_The task_. In the copy, include no pictures, but reproduce every record exactly.

_Source data_.
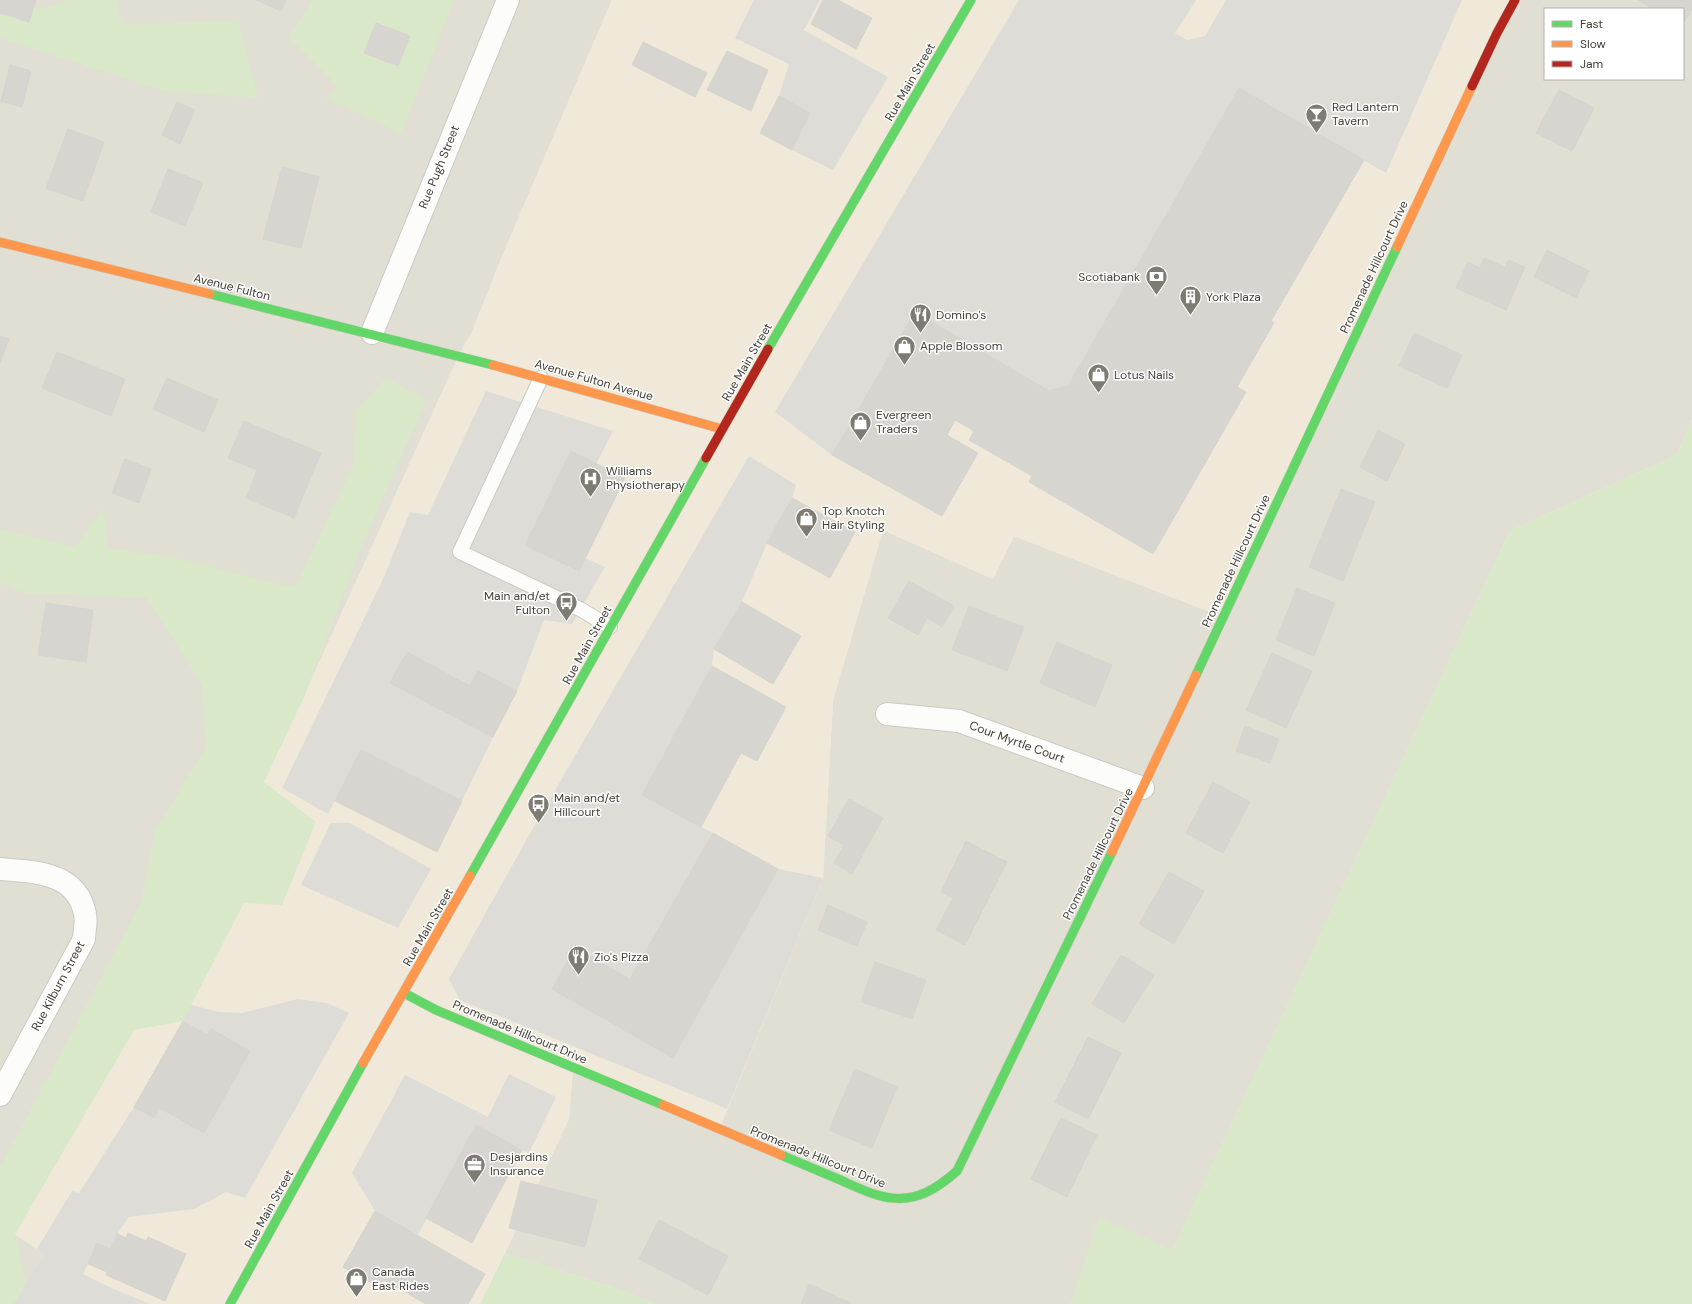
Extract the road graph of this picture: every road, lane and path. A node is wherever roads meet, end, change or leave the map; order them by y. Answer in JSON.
{"nodes":[{"id":1,"x":508,"y":0,"type":"edge"},
{"id":2,"x":971,"y":0,"type":"edge"},
{"id":3,"x":1515,"y":0,"type":"edge"},
{"id":4,"x":0,"y":242,"type":"edge"},
{"id":5,"x":372,"y":334,"type":"junction"},
{"id":6,"x":459,"y":355,"type":"joint"},
{"id":7,"x":541,"y":378,"type":"junction"},
{"id":8,"x":722,"y":429,"type":"junction"},
{"id":9,"x":610,"y":627,"type":"junction"},
{"id":10,"x":887,"y":714,"type":"dead end"},
{"id":11,"x":1143,"y":788,"type":"junction"},
{"id":12,"x":0,"y":869,"type":"edge"},
{"id":13,"x":404,"y":993,"type":"junction"},
{"id":14,"x":0,"y":1095,"type":"edge"},
{"id":15,"x":230,"y":1304,"type":"edge"}],
"edges":[{"from":1,"to":5,"type":"street","name":"Rue Pugh Street"},
{"from":2,"to":8,"type":"street","name":"Rue Main Street"},
{"from":3,"to":11,"type":"street","name":"Promenade Hillcourt Drive"},
{"from":4,"to":5,"type":"street","name":"Avenue Fulton"},
{"from":5,"to":6,"type":"street","name":"Avenue Fulton"},
{"from":6,"to":7,"type":"street","name":"Avenue Fulton Avenue"},
{"from":7,"to":8,"type":"street","name":"Avenue Fulton Avenue"},
{"from":7,"to":9,"type":"lane"},
{"from":8,"to":9,"type":"street","name":"Rue Main Street"},
{"from":9,"to":13,"type":"street","name":"Rue Main Street"},
{"from":10,"to":11,"type":"street","name":"Cour Myrtle Court"},
{"from":11,"to":13,"type":"street","name":"Promenade Hillcourt Drive"},
{"from":12,"to":14,"type":"street","name":"Rue Kilburn Street"},
{"from":13,"to":15,"type":"street","name":"Rue Main Street"}]}
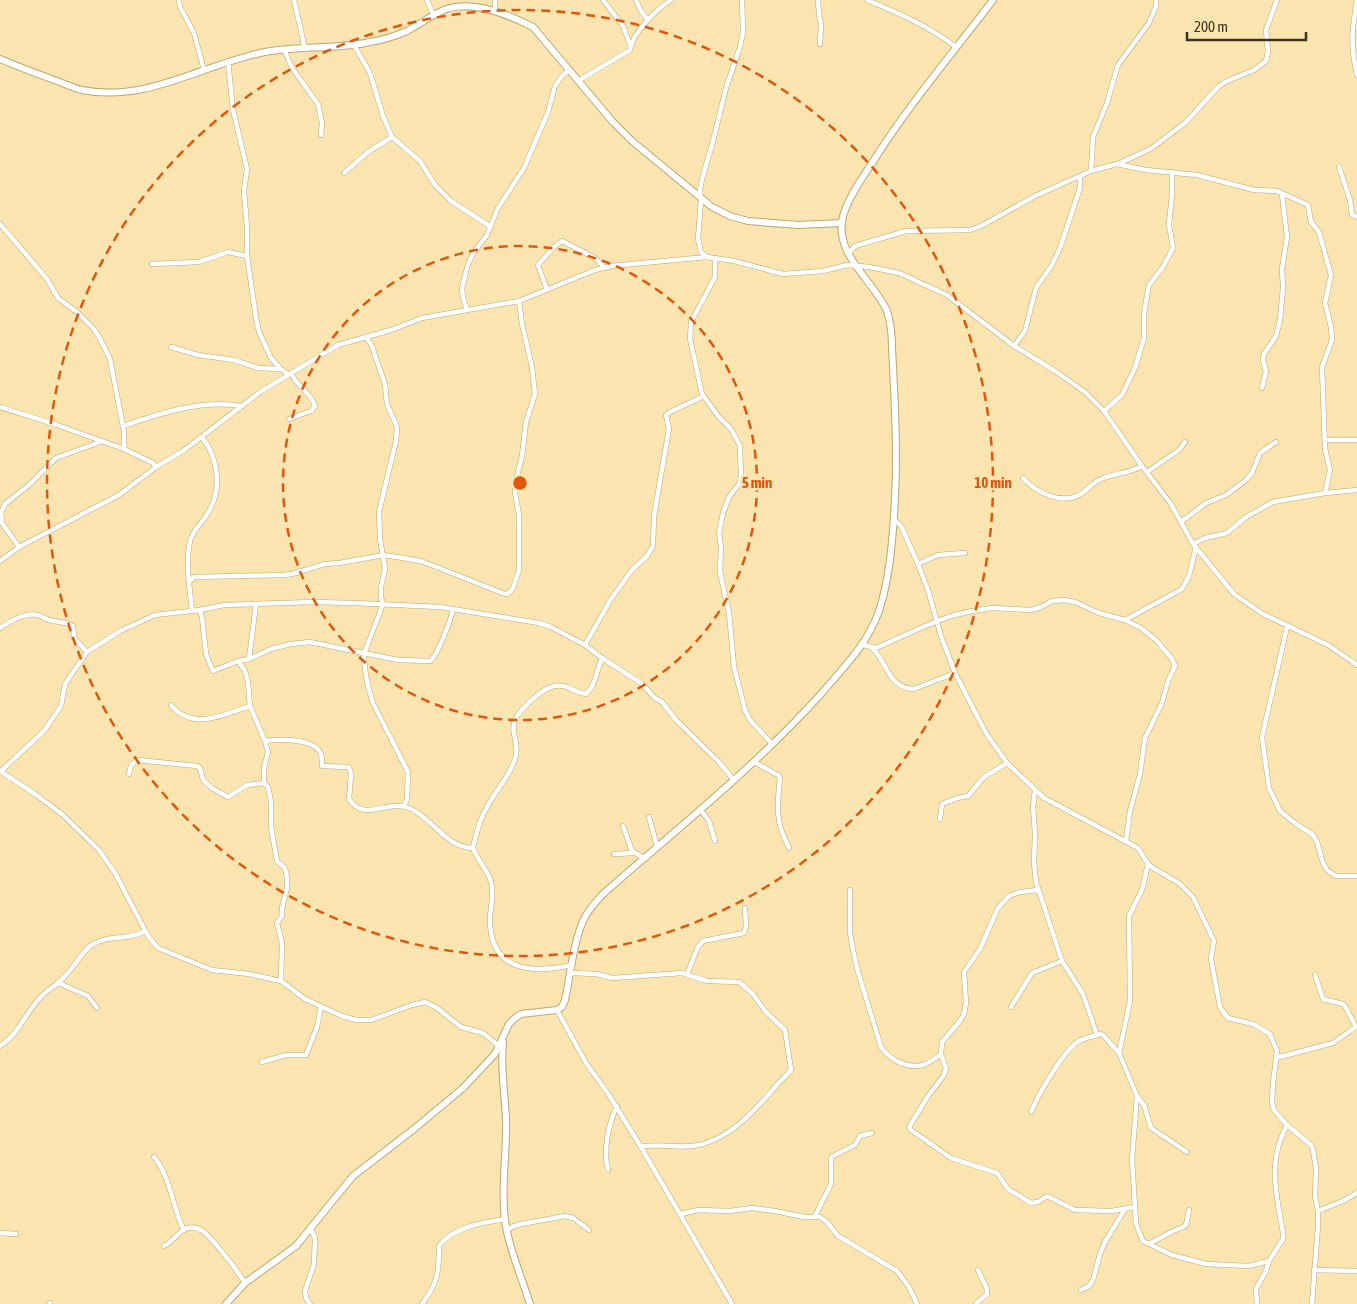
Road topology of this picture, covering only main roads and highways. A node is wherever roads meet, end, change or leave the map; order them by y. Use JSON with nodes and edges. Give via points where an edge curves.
{"nodes":[{"id":1,"x":993,"y":0,"type":"edge"},
{"id":2,"x":0,"y":59,"type":"edge"},
{"id":3,"x":842,"y":223,"type":"junction"},
{"id":4,"x":503,"y":1038,"type":"junction"},
{"id":5,"x":226,"y":1304,"type":"edge"},
{"id":6,"x":530,"y":1304,"type":"edge"}],
"edges":[{"from":1,"to":3,"type":"main road","via":[[893,130],[848,204]]},
{"from":2,"to":3,"type":"main road","via":[[80,90],[104,93],[135,91],[157,87],[228,61],[264,52],[354,46],[404,32],[446,9],[460,5],[476,7],[495,11],[533,27],[612,121],[701,200],[730,216],[748,221],[798,225]]},
{"from":3,"to":4,"type":"main road","via":[[849,253],[879,298],[890,327],[896,452],[894,519],[890,564],[879,610],[863,645],[806,710],[754,762],[603,894],[589,910],[580,930],[566,1000],[562,1006],[557,1010],[521,1014],[509,1024]]},
{"from":4,"to":5,"type":"main road","via":[[495,1054],[463,1088],[353,1176],[296,1246],[245,1284]]},
{"from":4,"to":6,"type":"main road","via":[[507,1230]]}]}
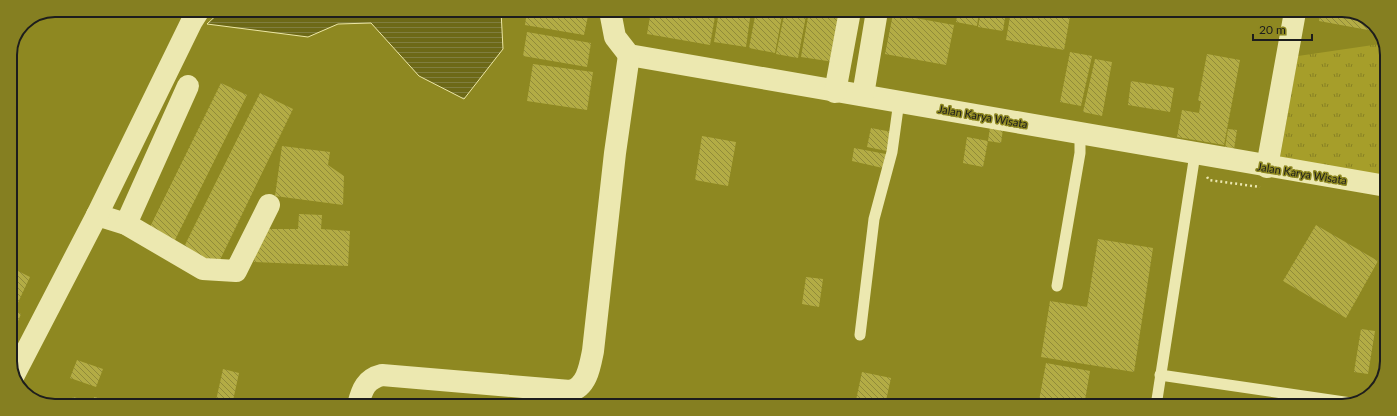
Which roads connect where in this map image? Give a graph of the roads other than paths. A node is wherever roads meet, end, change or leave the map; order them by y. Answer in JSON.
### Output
{"nodes":[{"id":1,"x":195,"y":17,"type":"edge"},
{"id":2,"x":611,"y":17,"type":"edge"},
{"id":3,"x":849,"y":17,"type":"edge"},
{"id":4,"x":876,"y":17,"type":"edge"},
{"id":5,"x":1294,"y":17,"type":"edge"},
{"id":6,"x":629,"y":55,"type":"junction"},
{"id":7,"x":188,"y":86,"type":"dead end"},
{"id":8,"x":835,"y":92,"type":"junction"},
{"id":9,"x":863,"y":95,"type":"junction"},
{"id":10,"x":899,"y":101,"type":"junction"},
{"id":11,"x":1080,"y":134,"type":"junction"},
{"id":12,"x":1195,"y":154,"type":"junction"},
{"id":13,"x":1267,"y":167,"type":"junction"},
{"id":14,"x":1380,"y":185,"type":"edge"},
{"id":15,"x":269,"y":205,"type":"dead end"},
{"id":16,"x":97,"y":215,"type":"junction"},
{"id":17,"x":126,"y":224,"type":"junction"},
{"id":18,"x":1057,"y":286,"type":"dead end"},
{"id":19,"x":860,"y":335,"type":"dead end"},
{"id":20,"x":18,"y":368,"type":"edge"},
{"id":21,"x":1160,"y":375,"type":"junction"},
{"id":22,"x":360,"y":399,"type":"edge"},
{"id":23,"x":1157,"y":399,"type":"edge"},
{"id":24,"x":1324,"y":399,"type":"edge"}],
"edges":[{"from":1,"to":16,"type":"street"},
{"from":2,"to":6,"type":"street"},
{"from":3,"to":8,"type":"street"},
{"from":4,"to":9,"type":"street"},
{"from":5,"to":13,"type":"street"},
{"from":6,"to":8,"type":"street","name":"Jalan Karya Wisata"},
{"from":6,"to":22,"type":"street"},
{"from":7,"to":17,"type":"street"},
{"from":8,"to":9,"type":"street","name":"Jalan Karya Wisata"},
{"from":9,"to":10,"type":"street","name":"Jalan Karya Wisata"},
{"from":10,"to":11,"type":"street","name":"Jalan Karya Wisata"},
{"from":10,"to":19,"type":"lane"},
{"from":11,"to":12,"type":"street","name":"Jalan Karya Wisata"},
{"from":11,"to":18,"type":"lane"},
{"from":12,"to":13,"type":"street","name":"Jalan Karya Wisata"},
{"from":12,"to":21,"type":"lane"},
{"from":13,"to":14,"type":"street","name":"Jalan Karya Wisata"},
{"from":15,"to":17,"type":"street"},
{"from":16,"to":17,"type":"street"},
{"from":16,"to":20,"type":"street"},
{"from":21,"to":23,"type":"lane"},
{"from":21,"to":24,"type":"lane"}]}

_Solution for this task_.
Extract the road graph of this picture: every road, lane and path. A node is wherever roads meet, end, change or leave the map; order them by y. Answer in JSON.
{"nodes":[{"id":1,"x":508,"y":0,"type":"edge"},
{"id":2,"x":971,"y":0,"type":"edge"},
{"id":3,"x":1515,"y":0,"type":"edge"},
{"id":4,"x":0,"y":242,"type":"edge"},
{"id":5,"x":372,"y":334,"type":"junction"},
{"id":6,"x":459,"y":355,"type":"joint"},
{"id":7,"x":541,"y":378,"type":"junction"},
{"id":8,"x":722,"y":429,"type":"junction"},
{"id":9,"x":610,"y":627,"type":"junction"},
{"id":10,"x":887,"y":714,"type":"dead end"},
{"id":11,"x":1143,"y":788,"type":"junction"},
{"id":12,"x":0,"y":869,"type":"edge"},
{"id":13,"x":404,"y":993,"type":"junction"},
{"id":14,"x":0,"y":1095,"type":"edge"},
{"id":15,"x":230,"y":1304,"type":"edge"}],
"edges":[{"from":1,"to":5,"type":"street","name":"Rue Pugh Street"},
{"from":2,"to":8,"type":"street","name":"Rue Main Street"},
{"from":3,"to":11,"type":"street","name":"Promenade Hillcourt Drive"},
{"from":4,"to":5,"type":"street","name":"Avenue Fulton"},
{"from":5,"to":6,"type":"street","name":"Avenue Fulton"},
{"from":6,"to":7,"type":"street","name":"Avenue Fulton Avenue"},
{"from":7,"to":8,"type":"street","name":"Avenue Fulton Avenue"},
{"from":7,"to":9,"type":"lane"},
{"from":8,"to":9,"type":"street","name":"Rue Main Street"},
{"from":9,"to":13,"type":"street","name":"Rue Main Street"},
{"from":10,"to":11,"type":"street","name":"Cour Myrtle Court"},
{"from":11,"to":13,"type":"street","name":"Promenade Hillcourt Drive"},
{"from":12,"to":14,"type":"street","name":"Rue Kilburn Street"},
{"from":13,"to":15,"type":"street","name":"Rue Main Street"}]}
Road topology of this picture, covering only main roads and highways. A node is wherever roads meet, end, change or leave the map; order them by y. Use JSON with nodes and edges. Give via points where an edge curves.
{"nodes":[{"id":1,"x":993,"y":0,"type":"edge"},
{"id":2,"x":0,"y":59,"type":"edge"},
{"id":3,"x":842,"y":223,"type":"junction"},
{"id":4,"x":503,"y":1038,"type":"junction"},
{"id":5,"x":226,"y":1304,"type":"edge"},
{"id":6,"x":530,"y":1304,"type":"edge"}],
"edges":[{"from":1,"to":3,"type":"main road","via":[[893,130],[848,204]]},
{"from":2,"to":3,"type":"main road","via":[[80,90],[104,93],[135,91],[157,87],[228,61],[264,52],[354,46],[404,32],[446,9],[460,5],[476,7],[495,11],[533,27],[612,121],[701,200],[730,216],[748,221],[798,225]]},
{"from":3,"to":4,"type":"main road","via":[[849,253],[879,298],[890,327],[896,452],[894,519],[890,564],[879,610],[863,645],[806,710],[754,762],[603,894],[589,910],[580,930],[566,1000],[562,1006],[557,1010],[521,1014],[509,1024]]},
{"from":4,"to":5,"type":"main road","via":[[495,1054],[463,1088],[353,1176],[296,1246],[245,1284]]},
{"from":4,"to":6,"type":"main road","via":[[507,1230]]}]}
Which roads connect where in this map image? Give a graph of the roads other than paths. A node is wherever roads meet, end, change or leave the map; order them by y. Answer in JSON.
### Output
{"nodes":[{"id":1,"x":195,"y":17,"type":"edge"},
{"id":2,"x":611,"y":17,"type":"edge"},
{"id":3,"x":849,"y":17,"type":"edge"},
{"id":4,"x":876,"y":17,"type":"edge"},
{"id":5,"x":1294,"y":17,"type":"edge"},
{"id":6,"x":629,"y":55,"type":"junction"},
{"id":7,"x":188,"y":86,"type":"dead end"},
{"id":8,"x":835,"y":92,"type":"junction"},
{"id":9,"x":863,"y":95,"type":"junction"},
{"id":10,"x":899,"y":101,"type":"junction"},
{"id":11,"x":1080,"y":134,"type":"junction"},
{"id":12,"x":1195,"y":154,"type":"junction"},
{"id":13,"x":1267,"y":167,"type":"junction"},
{"id":14,"x":1380,"y":185,"type":"edge"},
{"id":15,"x":269,"y":205,"type":"dead end"},
{"id":16,"x":97,"y":215,"type":"junction"},
{"id":17,"x":126,"y":224,"type":"junction"},
{"id":18,"x":1057,"y":286,"type":"dead end"},
{"id":19,"x":860,"y":335,"type":"dead end"},
{"id":20,"x":18,"y":368,"type":"edge"},
{"id":21,"x":1160,"y":375,"type":"junction"},
{"id":22,"x":360,"y":399,"type":"edge"},
{"id":23,"x":1157,"y":399,"type":"edge"},
{"id":24,"x":1324,"y":399,"type":"edge"}],
"edges":[{"from":1,"to":16,"type":"street"},
{"from":2,"to":6,"type":"street"},
{"from":3,"to":8,"type":"street"},
{"from":4,"to":9,"type":"street"},
{"from":5,"to":13,"type":"street"},
{"from":6,"to":8,"type":"street","name":"Jalan Karya Wisata"},
{"from":6,"to":22,"type":"street"},
{"from":7,"to":17,"type":"street"},
{"from":8,"to":9,"type":"street","name":"Jalan Karya Wisata"},
{"from":9,"to":10,"type":"street","name":"Jalan Karya Wisata"},
{"from":10,"to":11,"type":"street","name":"Jalan Karya Wisata"},
{"from":10,"to":19,"type":"lane"},
{"from":11,"to":12,"type":"street","name":"Jalan Karya Wisata"},
{"from":11,"to":18,"type":"lane"},
{"from":12,"to":13,"type":"street","name":"Jalan Karya Wisata"},
{"from":12,"to":21,"type":"lane"},
{"from":13,"to":14,"type":"street","name":"Jalan Karya Wisata"},
{"from":15,"to":17,"type":"street"},
{"from":16,"to":17,"type":"street"},
{"from":16,"to":20,"type":"street"},
{"from":21,"to":23,"type":"lane"},
{"from":21,"to":24,"type":"lane"}]}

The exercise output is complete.